[RFC] qla2xxx: Add dev_loss_tmo kernel module options
Benjamin Block
bblock at linux.ibm.com
Tue Apr 20 18:27:00 BST 2021
On Mon, Apr 19, 2021 at 12:00:14PM +0200, Daniel Wagner wrote:
> Allow to set the default dev_loss_tmo value as kernel module option.
>
> Cc: Nilesh Javali <njavali at marvell.com>
> Cc: Arun Easi <aeasi at marvell.com>
> Signed-off-by: Daniel Wagner <dwagner at suse.de>
> ---
> Hi,
>
> During array upgrade tests with NVMe/FC on systems equiped with QLogic
> HBAs we faced the problem with the default setting of dev_loss_tmo.
>
> When the default timeout hit after 60 seconds the file system went
> into read only mode. The fix was to set the dev_loss_tmo to infinity
> (note this patch can't handle this).
>
> For lpfc devices we could use the sysfs interface under
> fc_remote_ports which exposed the dev_loss_tmo for SCSI and NVMe
> rports.
>
> The QLogic only expose the rports via fc_remote_ports if SCSI is used.

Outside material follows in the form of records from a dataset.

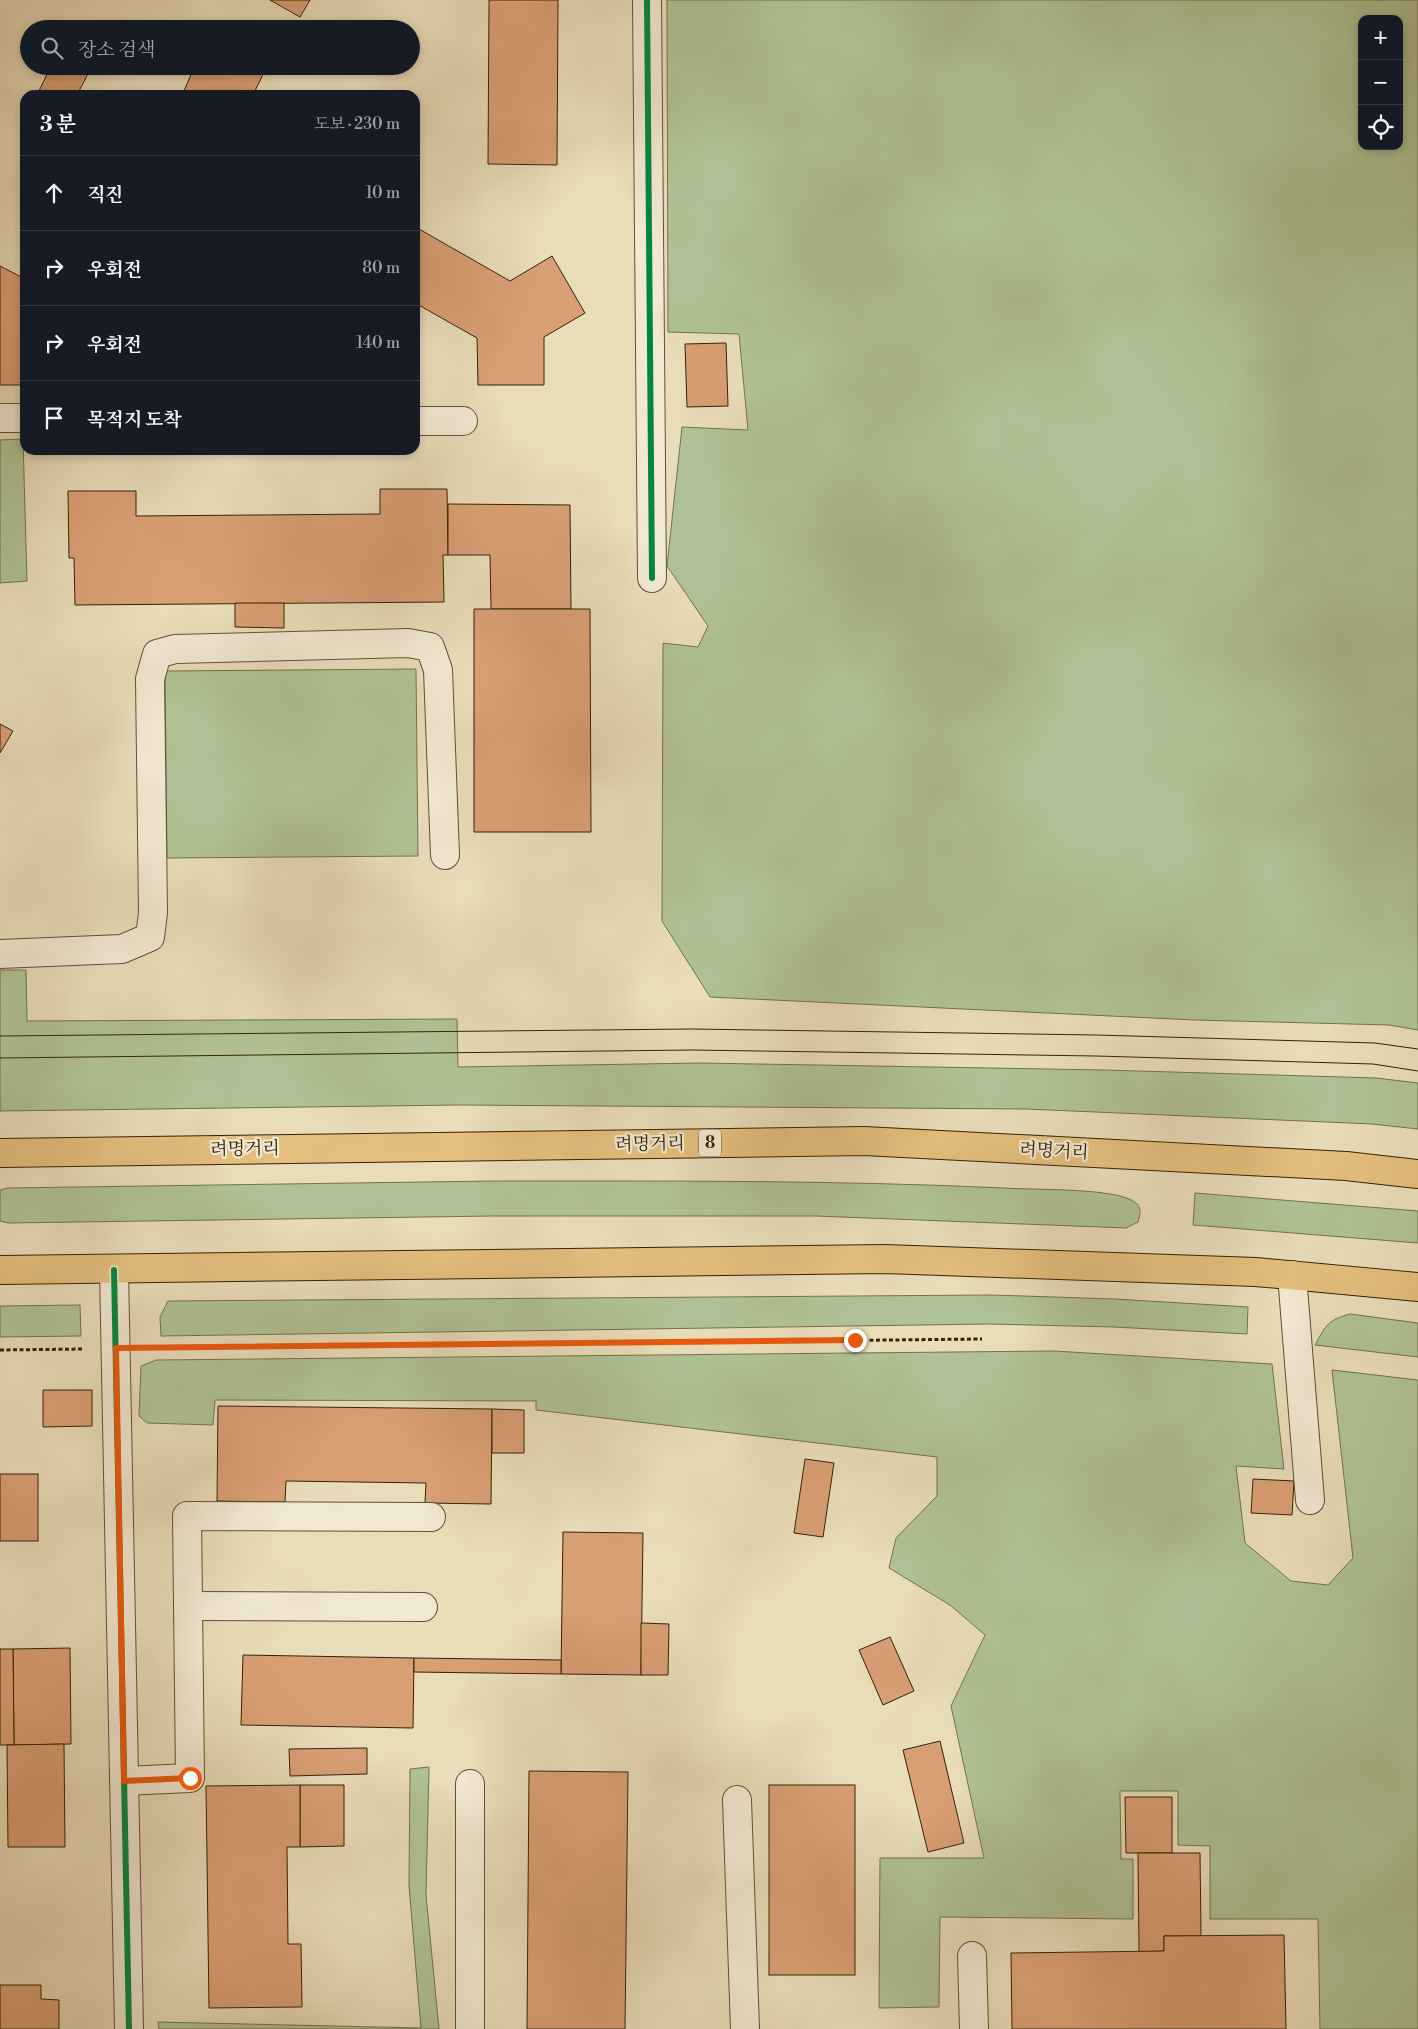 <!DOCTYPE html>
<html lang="ko">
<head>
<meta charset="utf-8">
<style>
	body { margin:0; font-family:"Libre Bodoni","Noto Serif KR",serif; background:#20242c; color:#f1f3f6 }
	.controls { position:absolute; right:15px; top:15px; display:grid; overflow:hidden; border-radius:10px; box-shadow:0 2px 8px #0003 }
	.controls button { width:45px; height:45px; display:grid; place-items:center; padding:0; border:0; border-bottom:1px solid #363941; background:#171b24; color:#f1f3f6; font:25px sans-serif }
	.stop { position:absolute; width:15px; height:15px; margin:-11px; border:4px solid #ea580c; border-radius:50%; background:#fff }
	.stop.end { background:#ea580c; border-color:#fff; box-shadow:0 1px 5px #0008 }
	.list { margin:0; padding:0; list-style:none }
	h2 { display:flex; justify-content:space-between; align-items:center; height:65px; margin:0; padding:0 20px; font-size:21px }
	h2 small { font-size:16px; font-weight:400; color:#9ea1a6 }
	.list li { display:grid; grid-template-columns:32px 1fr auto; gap:15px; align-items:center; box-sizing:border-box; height:75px; padding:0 20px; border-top:1px solid #363941 }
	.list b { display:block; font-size:19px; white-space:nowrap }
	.list em { font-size:16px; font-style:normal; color:#9ea1a6 }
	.icon { flex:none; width:28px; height:28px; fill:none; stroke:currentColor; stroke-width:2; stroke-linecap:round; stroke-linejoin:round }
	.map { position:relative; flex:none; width:1418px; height:2029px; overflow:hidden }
	.search { position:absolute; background:#171b24; box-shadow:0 2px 8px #0003; left:20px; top:20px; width:400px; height:55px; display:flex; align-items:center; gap:12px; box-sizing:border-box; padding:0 18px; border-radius:28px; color:#9ea1a6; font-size:19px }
	.panel { position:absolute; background:#171b24; box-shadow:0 2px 8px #0003; left:20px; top:90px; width:400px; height:365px; border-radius:15px }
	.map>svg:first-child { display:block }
	.green { fill:#afc295; stroke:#72724d; fill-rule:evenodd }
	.building { fill:#d99f74; stroke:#352205 }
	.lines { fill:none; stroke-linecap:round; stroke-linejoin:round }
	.minor-casing { stroke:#625032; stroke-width:30 }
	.highway-casing { stroke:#352205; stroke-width:30 }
	.path { stroke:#352205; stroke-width:3; stroke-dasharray:4 2.5; stroke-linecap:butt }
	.minor { stroke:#f1e8d2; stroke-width:28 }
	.highway { stroke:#e4be7c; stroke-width:28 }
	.tram { stroke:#352205; stroke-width:1 }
	.cycleway-casing { stroke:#f1e8d2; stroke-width:9 }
	.cycleway { stroke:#00873e; stroke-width:6 }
	.route { stroke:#ea580c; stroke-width:6 }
	.labels { text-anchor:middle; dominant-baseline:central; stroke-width:4.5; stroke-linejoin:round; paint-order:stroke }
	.shield { fill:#f1e8d2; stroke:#6d5d42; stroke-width:1 }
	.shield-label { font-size:16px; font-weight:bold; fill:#352205 }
	.street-label { font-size:18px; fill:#352205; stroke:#f1e8d2 }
</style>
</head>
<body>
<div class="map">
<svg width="1418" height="2029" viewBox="0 0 1418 2029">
	<rect width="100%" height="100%" fill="#e9dcb9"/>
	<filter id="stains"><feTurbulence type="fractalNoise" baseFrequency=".004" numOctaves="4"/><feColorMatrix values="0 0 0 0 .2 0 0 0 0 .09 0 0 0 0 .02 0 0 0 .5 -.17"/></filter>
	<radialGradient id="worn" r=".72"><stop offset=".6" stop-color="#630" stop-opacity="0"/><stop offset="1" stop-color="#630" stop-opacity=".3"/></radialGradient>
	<!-- green -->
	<g class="green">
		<path d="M667,0H1418V1030L1389,1025L1195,1020L710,997L662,921L663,643L698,647L708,626L667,566L682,427L748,430L739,334L668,332ZM1362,19H1399V146H1362Z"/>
		<polygon points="23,439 27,581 0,583 0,440"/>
		<polygon points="416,669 418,856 167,858 165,671"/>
		<polygon points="0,970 26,970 27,1021 457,1019 458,1067 700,1063 1104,1070 1376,1078 1418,1083 1418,1129 1372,1124 1026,1109 458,1105 0,1111"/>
		<path d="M491,1181C662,1181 833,1180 1004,1188C1033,1190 1109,1188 1131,1200C1142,1205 1141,1212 1138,1222L1126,1228L816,1216H492L8,1223L0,1221V1190L8,1188Z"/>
		<polygon points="1195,1193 1418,1211 1418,1243 1193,1225"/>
		<polygon points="992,1295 1115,1299 1248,1307 1247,1334 1114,1327 989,1324 161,1336 160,1317 168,1301"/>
		<polygon points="80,1305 81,1336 0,1337 0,1306"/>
		<path d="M1350,1314L1418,1323V1357L1315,1345C1326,1325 1328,1320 1350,1314Z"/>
		<polygon points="1054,1351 1272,1364 1284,1469 1236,1466 1245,1543 1291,1581 1328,1585 1353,1558 1332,1370 1418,1380 1418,2029 1320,2029 1318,1919 1210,1919 1210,1846 1178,1845 1178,1791 1120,1791 1121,1859 1133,1859 1133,1919 940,1917 939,2007 879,2008 880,1858 984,1858 951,1706 985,1635 950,1605 889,1568 896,1538 937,1496 937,1457 536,1410 536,1401 215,1400 213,1425 147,1423 139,1416 141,1366 156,1360"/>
		<polygon points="429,1767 426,1895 439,2029 159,2029 158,2022 421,2028 409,1886 410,1769"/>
	</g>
	<!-- building -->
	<g class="building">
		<polygon points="270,0 310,0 300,17"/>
		<polygon points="489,0 558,0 557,165 488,164"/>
		<polygon points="51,66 92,66 77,95 37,95"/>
		<polygon points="195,66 267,66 253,95 182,95"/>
		<polygon points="415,181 419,181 419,229 510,281 552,256 585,313 544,337 544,385 478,385 477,338 415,303"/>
		<polygon points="0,266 25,279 25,385 0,385"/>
		<polygon points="726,343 728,406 687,407 685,344"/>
		<polygon points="380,489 447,489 448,555 443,555 444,602 75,605 74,558 69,558 68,491 136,491 136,516 380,514"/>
		<polygon points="448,504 570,505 571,609 491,609 490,555 448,555"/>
		<polygon points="235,603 284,603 284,628 235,627"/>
		<polygon points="474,609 590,609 591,832 474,832"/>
		<polygon points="0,724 13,731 0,753"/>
		<polygon points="43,1390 92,1390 92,1426 43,1427"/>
		<polygon points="218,1406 492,1409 491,1504 425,1503 426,1483 286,1481 285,1502 217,1501"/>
		<polygon points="492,1409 524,1410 524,1453 492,1453"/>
		<polygon points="805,1459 834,1463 823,1537 794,1533"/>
		<rect x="0" y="1474" width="38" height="67"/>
		<polygon points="1253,1479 1294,1481 1292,1515 1251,1513"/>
		<polygon points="563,1532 643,1533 641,1675 561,1674"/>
		<polygon points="641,1623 669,1624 668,1675 641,1675"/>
		<polygon points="890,1637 914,1691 883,1705 859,1650"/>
		<polygon points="70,1648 71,1744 14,1745 13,1649"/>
		<polygon points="0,1649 13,1649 14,1745 0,1745"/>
		<polygon points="243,1655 414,1658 413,1728 241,1725"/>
		<polygon points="414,1658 561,1660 561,1674 414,1672"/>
		<polygon points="940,1741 964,1843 928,1852 903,1750"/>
		<polygon points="64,1744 65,1847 8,1847 7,1745"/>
		<polygon points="367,1748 367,1774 290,1776 289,1749"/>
		<polygon points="529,1771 628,1772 625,2029 527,2029"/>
		<polygon points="300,1785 344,1785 344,1846 300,1847"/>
		<polygon points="300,1785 300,1847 287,1847 288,1944 301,1944 302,2007 209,2008 206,1786"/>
		<rect x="769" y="1785" width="86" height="190"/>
		<polygon points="1125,1797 1172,1797 1172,1853 1126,1853"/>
		<polygon points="1138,1853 1200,1853 1201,1936 1164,1936 1164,1951 1139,1952"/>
		<polygon points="1284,1935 1286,2029 1012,2029 1011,1953 1164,1951 1164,1936"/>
		<polygon points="0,1985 41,1985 41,1999 59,2000 59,2029 0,2029"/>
	</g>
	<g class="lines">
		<!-- minor casing -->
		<g class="minor-casing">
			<g id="minor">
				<polyline points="647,0 652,578"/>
				<polyline points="0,418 25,418"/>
				<polyline points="415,421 463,421"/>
				<polyline points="0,954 122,949 150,937 153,913 150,679 157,654 175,649 408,643 430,647 438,670 445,855"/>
				<polyline points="114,1270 129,2029"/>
				<polyline points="1292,1275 1310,1500"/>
				<polyline points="188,1606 423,1607"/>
				<polyline points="124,1781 190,1778 187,1516 431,1517"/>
				<polyline points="470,1784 470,2029"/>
				<polyline points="737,1800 745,2029"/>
				<polyline points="972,1956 974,2029"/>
			</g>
		</g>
		<!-- highway casing -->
		<g class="highway-casing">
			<g id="highway">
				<polyline points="0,1153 864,1141 1346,1166 1418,1174"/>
				<polyline points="0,1270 885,1259 1256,1272 1418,1287"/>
			</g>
		</g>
		<!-- path -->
		<g class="path">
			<polyline points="148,1348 982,1339"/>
			<polyline points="0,1350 84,1349"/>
		</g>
		<!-- minor -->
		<use href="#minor" class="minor"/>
		<!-- highway -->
		<use href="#highway" class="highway"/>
		<!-- tram -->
		<g class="tram">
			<polyline points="0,1036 692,1029 1096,1035 1375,1043 1418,1049"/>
			<polyline points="0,1058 692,1050 1096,1056 1373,1064 1418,1071"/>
		</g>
		<!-- cycleway casing -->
		<g class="cycleway-casing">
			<g id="cycleway">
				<polyline points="647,0 652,578"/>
				<polyline points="114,1270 129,2029"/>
			</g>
		</g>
		<!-- cycleway -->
		<use href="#cycleway" class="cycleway"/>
	</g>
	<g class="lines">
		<!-- route -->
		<polyline class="route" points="190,1778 124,1781 116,1348 855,1340"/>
	</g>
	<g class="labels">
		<!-- shield labels -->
		<rect class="shield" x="699" y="1129.5" width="22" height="27" rx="4"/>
		<g class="shield-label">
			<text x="710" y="1143">8</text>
		</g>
		<!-- street labels -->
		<g class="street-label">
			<text transform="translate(650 1144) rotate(-1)">려명거리</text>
			<text transform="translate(245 1149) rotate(-1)">려명거리</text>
			<text transform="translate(1054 1151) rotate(3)">려명거리</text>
		</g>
	</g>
	<rect width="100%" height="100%" filter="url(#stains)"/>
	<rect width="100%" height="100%" fill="url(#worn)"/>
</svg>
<div class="controls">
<button>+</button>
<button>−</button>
<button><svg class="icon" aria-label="locate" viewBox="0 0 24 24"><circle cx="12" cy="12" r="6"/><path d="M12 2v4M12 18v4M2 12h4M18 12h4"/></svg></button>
</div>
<div class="stop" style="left:190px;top:1778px"></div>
<div class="stop end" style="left:855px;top:1340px"></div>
<div class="search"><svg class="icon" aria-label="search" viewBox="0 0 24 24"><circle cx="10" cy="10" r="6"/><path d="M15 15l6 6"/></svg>장소 검색</div>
<section class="panel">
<h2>3 분<small>도보 · 230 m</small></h2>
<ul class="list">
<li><svg class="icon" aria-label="ahead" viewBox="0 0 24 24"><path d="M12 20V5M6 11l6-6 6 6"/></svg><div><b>직진</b></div><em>10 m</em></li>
<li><svg class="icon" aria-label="right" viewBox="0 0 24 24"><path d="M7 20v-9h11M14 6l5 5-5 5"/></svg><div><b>우회전</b></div><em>80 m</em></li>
<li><svg class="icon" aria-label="right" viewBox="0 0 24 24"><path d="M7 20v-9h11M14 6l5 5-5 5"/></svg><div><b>우회전</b></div><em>140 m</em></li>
<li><svg class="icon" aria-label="arrive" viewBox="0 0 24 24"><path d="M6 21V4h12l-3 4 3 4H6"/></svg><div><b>목적지 도착</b></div></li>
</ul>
</section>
</div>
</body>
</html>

> There is the debugfs interface to set the dev_loss_tmo but this has
> two issues. First, it's not watched by udevd hence no rules work. This
> could be somehow worked around by setting it statically, but that is
> really only an option for testing. Even if the debugfs interface is
> used there is a bug in the code. In qla_nvme_register_remote() the
> value 0 is assigned to dev_loss_tmo and the NVMe core will use it's
> default value 60 (this code path is exercised if the rport droppes
> twice).
>
> Anyway, this patch is just to get the discussion going. Maybe the
> driver could implement the fc_remote_port interface? Hannes was
> pointing out it might make sense to think about an controller sysfs
> API as there is already a host and the NVMe protocol is all about host
> and controller.
>
> Thanks,
> Daniel
>
> drivers/scsi/qla2xxx/qla_attr.c | 4 ++--
> drivers/scsi/qla2xxx/qla_gbl.h | 1 +
> drivers/scsi/qla2xxx/qla_nvme.c | 2 +-
> drivers/scsi/qla2xxx/qla_os.c | 5 +++++
> 4 files changed, 9 insertions(+), 3 deletions(-)
>
> diff --git a/drivers/scsi/qla2xxx/qla_attr.c b/drivers/scsi/qla2xxx/qla_attr.c
> index 3aa9869f6fae..0d2386ba65c0 100644
> --- a/drivers/scsi/qla2xxx/qla_attr.c
> +++ b/drivers/scsi/qla2xxx/qla_attr.c
> @@ -3036,7 +3036,7 @@ qla24xx_vport_create(struct fc_vport *fc_vport, bool disable)
> }
>
> /* initialize attributes */
> - fc_host_dev_loss_tmo(vha->host) = ha->port_down_retry_count;
> + fc_host_dev_loss_tmo(vha->host) = ql2xdev_loss_tmo;
> fc_host_node_name(vha->host) = wwn_to_u64(vha->node_name);
> fc_host_port_name(vha->host) = wwn_to_u64(vha->port_name);
> fc_host_supported_classes(vha->host) =
> @@ -3260,7 +3260,7 @@ qla2x00_init_host_attr(scsi_qla_host_t *vha)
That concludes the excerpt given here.